Perkembangan Aswaja di Asia Tenggara. Foto: Masjid Sultan Omar Ali Saifuddin di Bandar Seri Begawan, Brunei Darussalam.
Foto: trekearth.com
Perkembangan Aswaja di Asia Tenggara. Foto: Masjid Sultan Omar Ali Saifuddin di Bandar Seri Begawan, Brunei Darussalam.

REPUBLIKA.CO.ID, JAKARTA -- Di Asia Tenggara, paham Aswaja (Ahlu sunnah wal jamaah) dikenal bersamaan dengan masuknya agama Islam.
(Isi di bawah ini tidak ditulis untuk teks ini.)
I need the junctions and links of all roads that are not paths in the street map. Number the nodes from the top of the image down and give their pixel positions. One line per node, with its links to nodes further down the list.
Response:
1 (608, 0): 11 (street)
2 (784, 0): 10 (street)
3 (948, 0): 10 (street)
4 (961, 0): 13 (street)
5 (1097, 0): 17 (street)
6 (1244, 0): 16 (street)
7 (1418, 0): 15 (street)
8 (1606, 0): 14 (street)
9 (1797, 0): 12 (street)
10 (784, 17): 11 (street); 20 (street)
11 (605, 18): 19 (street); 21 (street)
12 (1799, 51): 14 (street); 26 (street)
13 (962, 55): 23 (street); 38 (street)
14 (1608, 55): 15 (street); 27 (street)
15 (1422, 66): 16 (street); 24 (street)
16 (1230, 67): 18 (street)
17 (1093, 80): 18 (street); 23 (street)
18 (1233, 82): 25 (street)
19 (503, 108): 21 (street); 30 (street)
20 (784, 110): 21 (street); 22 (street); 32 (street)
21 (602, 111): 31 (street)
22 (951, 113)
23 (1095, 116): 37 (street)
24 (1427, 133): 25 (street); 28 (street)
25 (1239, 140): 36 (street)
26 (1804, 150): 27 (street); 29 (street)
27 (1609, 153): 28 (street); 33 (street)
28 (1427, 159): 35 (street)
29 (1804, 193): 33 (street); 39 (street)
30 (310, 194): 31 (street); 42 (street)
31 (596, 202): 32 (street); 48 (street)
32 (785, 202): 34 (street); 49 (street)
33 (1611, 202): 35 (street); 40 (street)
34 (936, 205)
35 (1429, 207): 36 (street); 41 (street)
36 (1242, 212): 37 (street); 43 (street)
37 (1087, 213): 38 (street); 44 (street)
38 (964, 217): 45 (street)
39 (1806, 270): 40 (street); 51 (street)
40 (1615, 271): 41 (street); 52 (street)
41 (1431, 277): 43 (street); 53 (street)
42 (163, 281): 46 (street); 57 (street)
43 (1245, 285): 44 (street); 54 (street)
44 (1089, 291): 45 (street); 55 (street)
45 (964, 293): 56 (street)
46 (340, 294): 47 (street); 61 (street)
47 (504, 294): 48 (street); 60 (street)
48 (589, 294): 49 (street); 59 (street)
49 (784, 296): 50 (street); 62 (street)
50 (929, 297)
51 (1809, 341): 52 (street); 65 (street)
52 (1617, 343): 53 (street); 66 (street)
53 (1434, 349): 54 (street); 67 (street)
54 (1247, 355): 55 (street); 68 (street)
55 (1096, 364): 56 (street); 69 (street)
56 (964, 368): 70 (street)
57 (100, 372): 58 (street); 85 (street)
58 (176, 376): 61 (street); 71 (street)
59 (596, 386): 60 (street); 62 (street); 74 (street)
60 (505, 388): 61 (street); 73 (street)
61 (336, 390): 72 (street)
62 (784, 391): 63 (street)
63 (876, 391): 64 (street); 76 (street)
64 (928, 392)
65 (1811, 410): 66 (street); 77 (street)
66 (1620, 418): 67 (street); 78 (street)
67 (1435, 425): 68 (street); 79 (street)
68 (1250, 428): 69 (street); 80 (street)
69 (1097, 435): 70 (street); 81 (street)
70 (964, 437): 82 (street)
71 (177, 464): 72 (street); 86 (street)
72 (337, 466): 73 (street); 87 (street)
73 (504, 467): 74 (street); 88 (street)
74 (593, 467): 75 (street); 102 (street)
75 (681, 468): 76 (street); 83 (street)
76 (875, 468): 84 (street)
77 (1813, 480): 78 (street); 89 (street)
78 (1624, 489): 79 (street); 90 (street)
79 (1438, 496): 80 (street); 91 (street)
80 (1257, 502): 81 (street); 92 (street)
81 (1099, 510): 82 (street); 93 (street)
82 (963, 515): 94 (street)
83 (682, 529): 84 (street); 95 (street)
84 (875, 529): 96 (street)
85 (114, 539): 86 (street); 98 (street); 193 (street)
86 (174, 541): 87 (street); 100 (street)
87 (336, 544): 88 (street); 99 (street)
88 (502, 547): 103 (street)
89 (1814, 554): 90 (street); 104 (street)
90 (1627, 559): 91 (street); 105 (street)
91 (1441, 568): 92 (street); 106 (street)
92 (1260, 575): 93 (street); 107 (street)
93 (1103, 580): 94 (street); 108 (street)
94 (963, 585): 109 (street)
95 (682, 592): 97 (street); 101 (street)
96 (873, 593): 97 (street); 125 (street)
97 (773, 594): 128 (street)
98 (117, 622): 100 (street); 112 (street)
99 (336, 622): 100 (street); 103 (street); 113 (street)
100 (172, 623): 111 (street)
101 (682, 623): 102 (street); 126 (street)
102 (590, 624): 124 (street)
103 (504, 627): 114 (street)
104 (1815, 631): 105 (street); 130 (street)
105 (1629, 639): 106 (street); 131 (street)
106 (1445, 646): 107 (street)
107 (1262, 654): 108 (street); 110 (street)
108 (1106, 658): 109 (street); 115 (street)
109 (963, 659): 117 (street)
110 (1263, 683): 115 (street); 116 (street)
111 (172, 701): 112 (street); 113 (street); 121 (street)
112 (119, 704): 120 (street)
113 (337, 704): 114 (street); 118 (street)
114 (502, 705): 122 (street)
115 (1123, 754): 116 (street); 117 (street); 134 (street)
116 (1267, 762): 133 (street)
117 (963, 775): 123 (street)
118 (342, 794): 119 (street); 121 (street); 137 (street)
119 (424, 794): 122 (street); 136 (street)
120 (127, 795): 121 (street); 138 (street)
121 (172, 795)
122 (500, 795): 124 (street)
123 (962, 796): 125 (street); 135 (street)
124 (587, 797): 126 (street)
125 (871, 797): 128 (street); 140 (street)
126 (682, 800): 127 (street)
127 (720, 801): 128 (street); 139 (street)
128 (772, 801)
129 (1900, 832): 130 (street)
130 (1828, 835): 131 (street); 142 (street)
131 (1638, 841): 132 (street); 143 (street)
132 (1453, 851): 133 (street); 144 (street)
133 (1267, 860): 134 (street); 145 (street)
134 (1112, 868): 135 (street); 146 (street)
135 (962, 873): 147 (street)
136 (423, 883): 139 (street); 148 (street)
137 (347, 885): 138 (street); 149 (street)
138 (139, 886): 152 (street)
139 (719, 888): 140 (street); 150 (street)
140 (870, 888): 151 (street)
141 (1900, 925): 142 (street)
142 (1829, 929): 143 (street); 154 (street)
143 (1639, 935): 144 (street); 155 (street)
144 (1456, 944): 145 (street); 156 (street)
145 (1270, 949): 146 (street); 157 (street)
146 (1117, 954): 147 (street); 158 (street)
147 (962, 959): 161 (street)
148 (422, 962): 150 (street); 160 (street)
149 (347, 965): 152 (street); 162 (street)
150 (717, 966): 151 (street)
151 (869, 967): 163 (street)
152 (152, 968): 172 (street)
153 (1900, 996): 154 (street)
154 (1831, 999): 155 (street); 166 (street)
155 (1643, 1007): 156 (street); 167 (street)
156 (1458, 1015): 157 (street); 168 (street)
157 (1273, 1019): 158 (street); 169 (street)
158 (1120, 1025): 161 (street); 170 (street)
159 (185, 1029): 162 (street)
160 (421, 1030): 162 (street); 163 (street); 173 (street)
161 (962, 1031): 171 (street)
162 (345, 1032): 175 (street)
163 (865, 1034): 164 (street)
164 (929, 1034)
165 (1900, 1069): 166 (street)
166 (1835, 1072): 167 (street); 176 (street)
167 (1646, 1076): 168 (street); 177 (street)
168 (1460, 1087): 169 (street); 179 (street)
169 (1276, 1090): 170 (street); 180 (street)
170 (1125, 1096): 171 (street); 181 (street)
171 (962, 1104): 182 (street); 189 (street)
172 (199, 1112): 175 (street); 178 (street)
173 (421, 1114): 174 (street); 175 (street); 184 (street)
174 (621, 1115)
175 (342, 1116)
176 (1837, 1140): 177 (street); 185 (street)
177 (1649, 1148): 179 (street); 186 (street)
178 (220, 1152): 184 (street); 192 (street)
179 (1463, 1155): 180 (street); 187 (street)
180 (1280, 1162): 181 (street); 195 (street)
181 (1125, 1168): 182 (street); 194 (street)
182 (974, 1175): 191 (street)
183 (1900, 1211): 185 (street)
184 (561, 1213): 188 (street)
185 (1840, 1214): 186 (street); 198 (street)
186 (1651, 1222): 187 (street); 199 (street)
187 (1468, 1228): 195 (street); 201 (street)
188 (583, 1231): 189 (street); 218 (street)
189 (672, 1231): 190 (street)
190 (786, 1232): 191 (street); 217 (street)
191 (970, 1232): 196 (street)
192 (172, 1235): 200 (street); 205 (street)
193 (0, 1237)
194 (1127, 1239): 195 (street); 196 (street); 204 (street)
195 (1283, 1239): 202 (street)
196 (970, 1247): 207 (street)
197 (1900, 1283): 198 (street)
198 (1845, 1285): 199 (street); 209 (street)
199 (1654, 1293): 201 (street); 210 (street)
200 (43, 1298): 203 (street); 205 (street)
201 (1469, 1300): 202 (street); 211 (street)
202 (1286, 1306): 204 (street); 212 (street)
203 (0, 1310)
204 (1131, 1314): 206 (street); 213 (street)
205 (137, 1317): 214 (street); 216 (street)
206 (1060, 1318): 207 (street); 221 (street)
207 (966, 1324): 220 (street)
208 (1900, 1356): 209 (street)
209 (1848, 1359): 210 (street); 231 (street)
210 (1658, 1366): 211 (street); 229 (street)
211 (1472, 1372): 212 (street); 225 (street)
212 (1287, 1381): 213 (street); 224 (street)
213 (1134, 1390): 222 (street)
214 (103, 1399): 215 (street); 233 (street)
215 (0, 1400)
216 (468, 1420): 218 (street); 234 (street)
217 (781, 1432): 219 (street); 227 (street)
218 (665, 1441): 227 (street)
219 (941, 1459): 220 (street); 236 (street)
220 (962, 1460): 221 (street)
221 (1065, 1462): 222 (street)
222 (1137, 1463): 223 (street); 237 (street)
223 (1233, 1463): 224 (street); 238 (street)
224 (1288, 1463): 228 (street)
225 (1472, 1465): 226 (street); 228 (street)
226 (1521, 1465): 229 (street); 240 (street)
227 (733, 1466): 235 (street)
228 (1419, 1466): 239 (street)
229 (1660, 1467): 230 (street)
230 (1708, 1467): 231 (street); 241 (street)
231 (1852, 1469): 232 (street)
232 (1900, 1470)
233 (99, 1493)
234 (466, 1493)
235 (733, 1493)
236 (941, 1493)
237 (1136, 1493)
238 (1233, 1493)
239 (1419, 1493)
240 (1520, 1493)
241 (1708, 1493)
Sebagaimana Indonesia, negara lain terutama rumpun Melayu, mengenal agama Islam dari para pedagang. Para pedagang dari Gujarat dan Arab tersebut mengenalkan agama Islam dengan pemahaman Aswaja. Dalam perkembangannya, Aswaja terus bertahan di  kawasan Asia Tenggara. Bahkan, di Malaysia dan Brunei Darussalam, paham Aswaja menjadi landasan negara.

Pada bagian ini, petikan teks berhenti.